■ Requirement ■
In the records below, count every line containing "center". Reply with the number only.

■ Extracted information ■
--------------------------------------------------
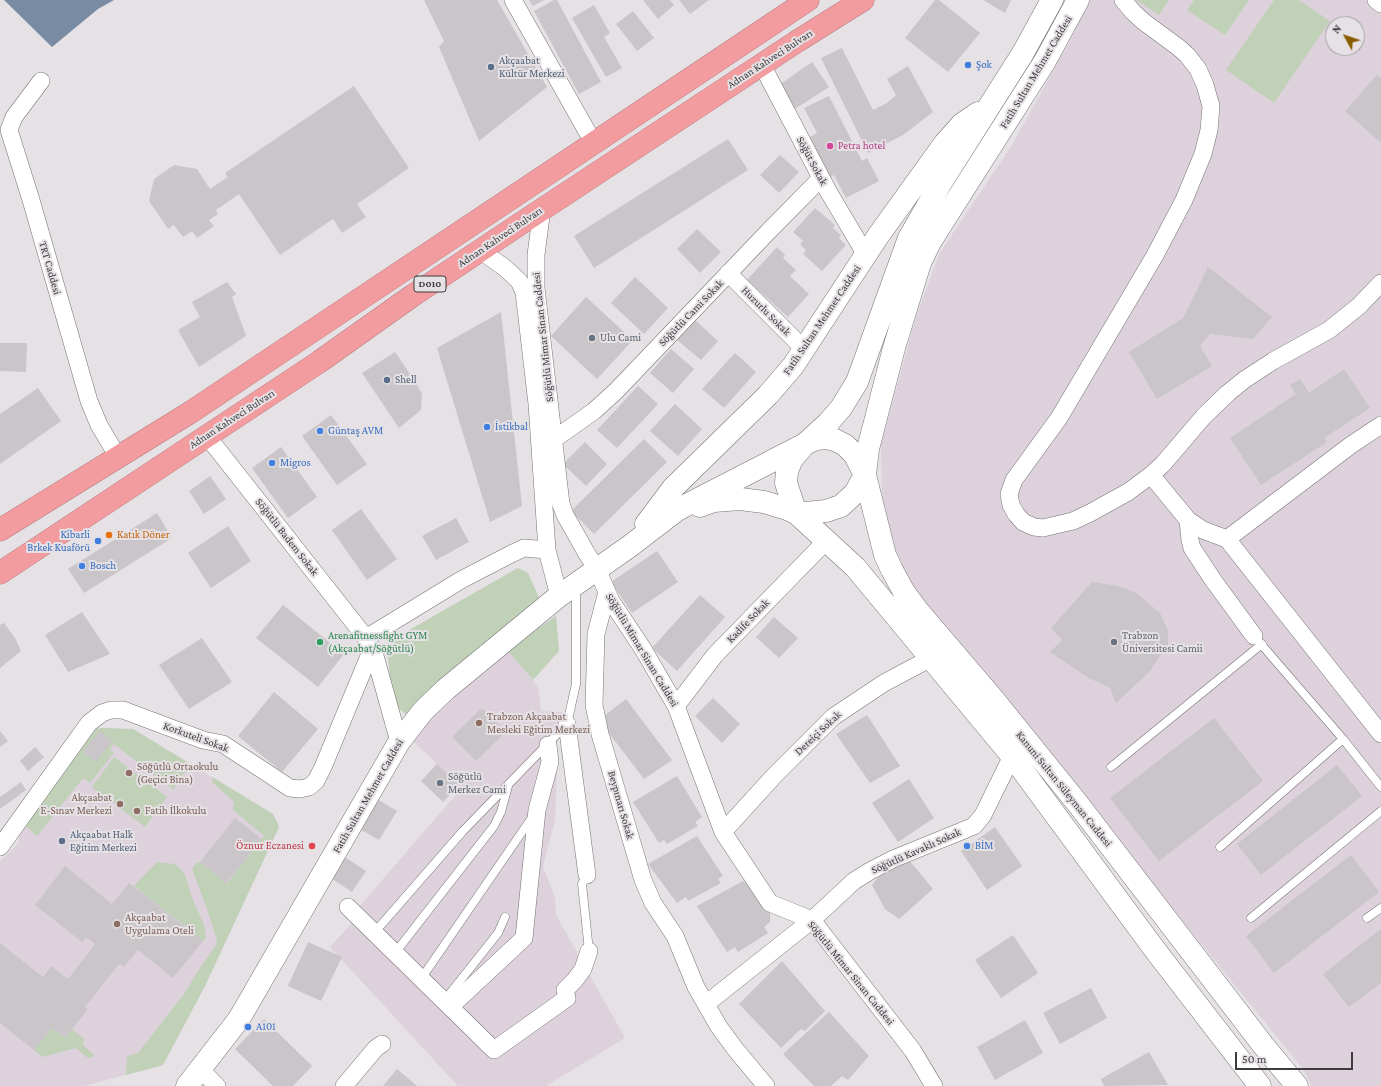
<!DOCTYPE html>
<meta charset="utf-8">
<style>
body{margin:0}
#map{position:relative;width:1381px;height:1086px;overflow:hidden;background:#e5e1e5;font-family:"Crimson Pro",serif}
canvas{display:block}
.north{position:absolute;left:1325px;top:16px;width:40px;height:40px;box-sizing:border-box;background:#e5e1e5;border:1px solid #a29fa2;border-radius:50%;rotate:310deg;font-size:11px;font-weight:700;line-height:16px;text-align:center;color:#3d3b3d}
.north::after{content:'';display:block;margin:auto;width:14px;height:18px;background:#895c00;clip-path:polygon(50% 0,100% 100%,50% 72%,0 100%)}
.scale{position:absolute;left:1235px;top:1052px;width:118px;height:18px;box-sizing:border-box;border:2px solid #3d3b3d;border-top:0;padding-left:5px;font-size:12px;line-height:14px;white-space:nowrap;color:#3d3b3d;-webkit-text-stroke:3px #e5e1e5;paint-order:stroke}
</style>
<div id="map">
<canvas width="1381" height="1086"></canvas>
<div class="north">N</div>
<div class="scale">50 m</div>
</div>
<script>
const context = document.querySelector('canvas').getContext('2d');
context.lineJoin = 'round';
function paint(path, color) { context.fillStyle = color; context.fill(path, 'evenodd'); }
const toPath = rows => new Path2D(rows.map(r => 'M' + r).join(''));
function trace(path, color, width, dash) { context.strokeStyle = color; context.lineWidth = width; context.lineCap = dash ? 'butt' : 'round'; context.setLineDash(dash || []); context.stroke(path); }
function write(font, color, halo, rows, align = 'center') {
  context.font = font + ' "Crimson Pro",serif'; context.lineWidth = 4; context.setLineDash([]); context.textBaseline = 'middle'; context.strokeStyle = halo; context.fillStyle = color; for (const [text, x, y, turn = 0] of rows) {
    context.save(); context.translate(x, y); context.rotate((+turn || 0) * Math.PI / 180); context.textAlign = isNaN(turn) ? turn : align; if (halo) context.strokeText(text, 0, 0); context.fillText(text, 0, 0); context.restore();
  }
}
paint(toPath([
 [1090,0,1381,0,1381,1086,1312,1086,1302,1068,1168,903,901,572,892,544,882,501,881,444,916,317,939,254,1012,145,1069,42],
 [1333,24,1357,24,1357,48,1333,48],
 [507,650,533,680,539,690,541,711,562,712,556,747,557,775,555,820,543,867,555,897,556,915,625,1038,546,1086,458,1086,330,947,362,912,357,909,462,788,411,739,431,718],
 [102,728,133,729,273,814,279,827,205,986,163,1065,84,1086,0,1086,0,861,19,843,18,831,96,729]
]), '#ddd2dc');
paint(toPath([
 [1136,0,1169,0,1159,15],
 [1194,0,1249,0,1225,35,1187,10],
 [1274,0,1299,0,1330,21,1274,103,1226,70],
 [518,568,528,573,541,602,408,716,392,703,387,643,444,610],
 [556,616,559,651,533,680,507,650],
 [102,728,133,729,194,766,178,778,174,790,114,744,110,749,114,753,90,783,83,778,37,836,23,824,96,729],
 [114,757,167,797,145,827,92,787],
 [212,777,273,814,279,827,205,986,163,1065,126,1075,127,1056,138,1053,184,994,198,971,216,945,217,940,207,909,192,869,195,864,200,862,227,883,264,836,233,810,234,802,213,783],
 [157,862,175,864,185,874,191,895,204,925,206,938,203,941,134,886],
 [52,1028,65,1038,72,1029,84,1039,83,1045,95,1056,88,1058,76,1048,43,1057,34,1050]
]), '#c0d1b8');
paint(toPath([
 [4,0,114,0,98,9,52,47]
]), '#798aa3');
paint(toPath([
 [424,0,497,0,547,87,479,141,439,47,444,41],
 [529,0,544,0,533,6],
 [554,0,557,0,601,82,579,94,534,11],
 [643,0,670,0,674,5,658,19],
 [679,0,709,0,690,14],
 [935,0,939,0,980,33,948,72,905,38],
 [983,0,1011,0,1005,13],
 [594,5,610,33,604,37,622,68,606,77,572,18],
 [633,11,654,38,637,51,616,24],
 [842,48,873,110,887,103,896,95,887,79,908,66,933,112,903,135,868,153,821,58],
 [812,62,829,87,795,109,779,85],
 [1377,75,1381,78,1381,143,1345,111],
 [354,86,409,168,357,204,366,217,342,233,333,219,280,255,239,194,216,210,218,214,209,220,214,226,197,238,192,231,183,237,174,225,168,229,149,201,154,179,174,165,197,169,210,189,228,177,225,173],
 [829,96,862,161,867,158,879,181,846,198,834,175,826,179,806,139,817,133,804,108],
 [728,139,748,170,594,268,574,236],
 [780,155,799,172,779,193,760,175],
 [815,208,835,225,833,228,841,235,839,238,846,245,822,271,803,254,806,250,800,244,803,241,793,232],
 [697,229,721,252,700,273,677,249],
 [777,247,785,255,783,258,796,270,790,276,809,294,788,317,747,280],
 [1208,267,1272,317,1253,339,1210,334,1200,346,1212,366,1157,399,1129,352,1183,318],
 [635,277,668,308,644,334,611,303],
 [227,282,236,294,232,297,246,336,199,367,178,330,200,317,192,302],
 [586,297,633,340,597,379,551,336],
 [501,312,522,506,490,522,437,348],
 [695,320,718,341,701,360,677,340],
 [0,343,27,343,26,372,0,371],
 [671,349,694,369,673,393,650,373],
 [395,352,416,383,422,394,421,410,399,428,362,373],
 [735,353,756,372,724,408,702,389],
 [1344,369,1370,408,1324,438,1327,442,1261,485,1230,438,1296,394,1290,385,1300,379,1309,393],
 [638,386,658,404,617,448,597,430],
 [38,388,61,421,0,464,0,414],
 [675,404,702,429,678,456,650,431],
 [331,415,367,464,337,485,302,436],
 [644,439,667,462,594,534,571,511],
 [585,442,607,464,586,486,563,464],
 [281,447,317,497,288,518,252,468],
 [210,476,226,499,204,514,189,491],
 [361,509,397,559,367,580,332,530],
 [157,513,172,538,84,593,68,569],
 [456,518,469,542,436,560,422,536],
 [228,526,251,561,211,588,188,553],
 [657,551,678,582,632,613,611,582],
 [1092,582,1119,586,1136,593,1160,613,1168,631,1168,645,1149,672,1116,703,1110,688,1089,678,1050,652,1062,640,1051,628],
 [700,595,725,617,677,671,652,648],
 [283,605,344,654,318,687,256,638],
 [82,612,110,654,68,672,45,635],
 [774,617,798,638,779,658,756,637],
 [4,623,15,638,21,651,0,668,0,625],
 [202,638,232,682,189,709,159,665],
 [274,692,318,729,282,772,238,736],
 [713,698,740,724,722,743,695,716],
 [626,699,672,760,644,779,599,720],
 [482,708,506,732,476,761,452,737],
 [867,715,900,766,870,783,836,734],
 [1214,718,1263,781,1159,861,1110,798],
 [0,731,8,741,0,747],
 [100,731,112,741,96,762,83,752],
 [35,747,44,757,28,771,20,761],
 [437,764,459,785,443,802,421,781],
 [1337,765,1362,796,1261,875,1237,844],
 [677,776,702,817,695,822,698,826,667,844,664,840,659,843,633,802],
 [909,779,934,818,898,842,872,803],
 [21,782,26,790,0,809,0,797],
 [372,796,397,811,379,840,354,826],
 [235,818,262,839,226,883,200,862],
 [995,827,1022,866,987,890,961,851],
 [697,836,723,876,718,879,721,883,688,901,686,897,677,903,648,864],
 [340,854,366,871,352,892,326,875],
 [1351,855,1379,892,1274,973,1246,936],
 [909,860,933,889,899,919,885,909,872,885,879,876],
 [65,866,112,904,129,883,203,941,173,978,138,950,124,967,119,964,85,1007,88,1009,65,1038,52,1028,34,1050,0,1023,0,943,43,977,51,966,68,979,95,944,86,937,82,942,35,905],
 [743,881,770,903,770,922,764,927,768,933,738,952,735,947,727,952,697,906],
 [1381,929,1381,983,1349,1007,1323,974],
 [1013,935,1038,973,1001,998,975,960],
 [308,942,342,957,321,1001,288,986],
 [782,961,825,1011,805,1031,801,1029,781,1048,739,1004],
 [1091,988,1107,1018,1060,1044,1043,1013],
 [829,1012,869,1056,848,1080,842,1076,831,1086,814,1086,783,1054],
 [264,1019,312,1066,293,1086,273,1086,235,1049],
 [1025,1020,1043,1053,995,1080,977,1047],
 [1149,1052,1168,1085,1104,1086,1101,1079],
 [397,1069,417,1086,383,1086]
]), '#c9c5c9');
const lane = toPath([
 [1254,636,1343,739,1381,787],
 [1111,767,1262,644],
 [1220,847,1343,739],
 [587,875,582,884,589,951],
 [1251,918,1381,811],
 [1367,918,1381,908],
 [374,933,463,831,567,724,576,684,576,587],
 [395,953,494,826,501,812,508,786],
 [421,979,533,816],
 [444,1001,498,933,505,917]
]);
const street = toPath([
 [513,0,593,142],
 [1123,0,1133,12,1144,22,1178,47,1187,55,1198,69,1205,85,1211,106,1209,130,1203,154,1184,200,1154,257,1059,418,1014,480,1009,494,1011,505,1016,514,1023,522,1034,527,1043,528,1073,521,1090,513,1128,492,1151,475,1163,464,1204,416,1228,393,1244,380,1273,361,1329,330,1359,306,1381,283],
 [1376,0,1381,4],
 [762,65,828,191,866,255],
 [41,81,14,117,9,130,31,200,89,401,99,425,118,457],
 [542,209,536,255,536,288,561,504,565,515,587,554,597,569,611,601,643,649,676,706,723,832,770,903,812,920,913,1051,934,1086],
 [480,250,505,268,519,281,524,292,537,404,547,550,559,596],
 [728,273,805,350],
 [207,436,366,638,375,656,399,742],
 [553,440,594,411,616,391,765,235,821,178],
 [1151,475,1188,520,1203,530,1227,539,1381,734],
 [1188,520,1190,540,1192,548,1213,580,1254,636],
 [1227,539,1351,445,1381,425],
 [607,592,596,634,594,705,600,734,643,880,653,903,675,936,696,987,719,1027,736,1050,766,1086],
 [366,638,461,580,511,554,524,548,547,550],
 [676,706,715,655,826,541],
 [567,724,587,875],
 [723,832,773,777,833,717,884,683,931,658],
 [0,847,89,723,102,713,111,710,123,710,203,740,223,744,290,788,300,789,309,787,316,781,323,767,372,649],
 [348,907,494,1050,567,998,565,990,575,980,583,969,589,951],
 [706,1004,812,920,854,881,870,871,893,859,974,826,983,815,1012,756],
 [450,1007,524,938,537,810,550,762,548,745],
 [201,1070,217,1086],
 [344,1086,376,1048,382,1044]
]);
const secondary = toPath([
 [1078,0,1045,61,930,242,920,263,894,348,868,449,865,475,885,555,892,570,904,592,918,611,994,700,1078,804,1263,1045,1297,1086],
 [700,506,714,501,740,499,764,502,787,509,796,513,806,513,826,511,841,506,855,493,865,475,854,454,845,445,835,440,827,438,816,439,805,444,792,459,787,471,786,483,796,513],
 [796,513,855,567,1012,756,1155,950,1260,1086],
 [646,524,673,488,768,395,793,366,878,236,945,143,962,124,978,113],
 [187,1086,239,1019,399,742,423,711,446,689,559,596,630,546,677,510,805,444,828,423,841,408,857,382,909,238,942,181,1023,53,1052,0]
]);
const highway = toPath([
 [0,530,191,412,808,0],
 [0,573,319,362,412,296,523,222,796,42,863,0]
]);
trace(lane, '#777377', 9);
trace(street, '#777377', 18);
trace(secondary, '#777377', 23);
trace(highway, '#b37a7d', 23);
trace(lane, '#fff', 8);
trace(street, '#fff', 17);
trace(secondary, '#fff', 22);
trace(highway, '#f39ca0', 22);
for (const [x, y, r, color] of [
 [968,65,4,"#3f7fe0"],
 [491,67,4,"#5c6f8a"],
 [830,146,4,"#d1479c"],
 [592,338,4,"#6b7280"],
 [387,380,4,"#5c6f8a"],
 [487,427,4,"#3f7fe0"],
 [320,431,4,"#3f7fe0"],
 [272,463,4,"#3f7fe0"],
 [109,535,4,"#e8710a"],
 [98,541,4,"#3f7fe0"],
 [82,566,4,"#3f7fe0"],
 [320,642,4,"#2e9e5b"],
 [1114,642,4,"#6b7280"],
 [479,723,4,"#8d6e63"],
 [129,773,4,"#8d6e63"],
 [440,783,4,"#6b7280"],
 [120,804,4,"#8d6e63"],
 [137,811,4,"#8d6e63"],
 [62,841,4,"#5c6f8a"],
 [312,846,4,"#e0444e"],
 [967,846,4,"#3f7fe0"],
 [117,924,4,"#8d6e63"],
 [248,1027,4,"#3f7fe0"]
]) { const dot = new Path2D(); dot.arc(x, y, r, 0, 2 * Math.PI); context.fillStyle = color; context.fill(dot); trace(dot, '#e5e1e5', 1.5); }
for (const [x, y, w] of [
 [430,284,32]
]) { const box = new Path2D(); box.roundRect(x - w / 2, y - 8, w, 16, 3); context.fillStyle = '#e5e1e5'; context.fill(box); trace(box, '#3d3b3d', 1); }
write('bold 10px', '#3d3b3d', null, [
 ["D010",430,284]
]);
write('11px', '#3d3b3d', '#e5e1e5', [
 ["Adnan Kahveci Bulvarı",770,59,-33],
 ["Fatih Sultan Mehmet Caddesi",1036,72,-59],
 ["Söğüt Sokak",812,161,62],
 ["Adnan Kahveci Bulvarı",500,237,-34],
 ["TRT Caddesi",50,268,74],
 ["Huzurlu Sokak",766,311,45],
 ["Söğütlü Cami Sokak",691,313,-46],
 ["Fatih Sultan Mehmet Caddesi",822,320,-56],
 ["Söğütlü Mimar Sinan Caddesi",543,337,-96],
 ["Adnan Kahveci Bulvarı",232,419,-33],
 ["Söğütlü Badem Sokak",287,537,52],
 ["Kadife Sokak",748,621,-46],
 ["Söğütlü Mimar Sinan Caddesi",642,650,59],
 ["Dereiçi Sokak",818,733,-43],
 ["Korkuteli Sokak",196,737,20],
 ["Kanuni Sultan Süleyman Caddesi",1064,789,51],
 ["Fatih Sultan Mehmet Caddesi",368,796,-60],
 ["Beypınarı Sokak",621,805,74],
 ["Söğütlü Kavaklı Sokak",916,851,-24],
 ["Söğütlü Mimar Sinan Caddesi",851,973,51]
]);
write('11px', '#4e5e75', '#e5e1e5', [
 ["Akçaabat",499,61],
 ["Kültür Merkezi",499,74],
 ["Shell",395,380],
 ["Akçaabat Halk",70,835],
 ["Eğitim Merkezi",70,848]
], 'left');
write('11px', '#366cbe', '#e5e1e5', [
 ["Şok",976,65],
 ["İstikbal",495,427],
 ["Güntaş AVM",328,431],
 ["Migros",280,463],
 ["Kibarli",90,535,"right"],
 ["Brkek Kuaförü",90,548,"right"],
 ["Bosch",90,566],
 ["BİM",975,846],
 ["A101",256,1027]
], 'left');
write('11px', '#b23c85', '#e5e1e5', [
 ["Petra hotel",838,146]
], 'left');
write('11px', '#5b616d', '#e5e1e5', [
 ["Ulu Cami",600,338],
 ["Trabzon",1122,636],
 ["Üniversitesi Camii",1122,649],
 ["Söğütlü",448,777],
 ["Merkez Cami",448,790]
], 'left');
write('11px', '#c56008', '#e5e1e5', [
 ["Katık Döner",117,535]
], 'left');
write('11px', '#27864d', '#e5e1e5', [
 ["Arenafitnessfight GYM",328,636],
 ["(Akçaabat/Söğütlü)",328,649]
], 'left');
write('11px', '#785e54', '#e5e1e5', [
 ["Trabzon Akçaabat",487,717],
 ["Mesleki Eğitim Merkezi",487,730],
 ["Söğütlü Ortaokulu",137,767],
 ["(Geçici Bina)",137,780],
 ["Akçaabat",112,798,"right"],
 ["E-Sınav Merkezi",112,811,"right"],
 ["Fatih İlkokulu",145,811],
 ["Akçaabat",125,918],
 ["Uygulama Oteli",125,931]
], 'left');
write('11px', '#be3a42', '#e5e1e5', [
 ["Öznur Eczanesi",304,846]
], 'right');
</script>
--------------------------------------------------
■ Response area ■
2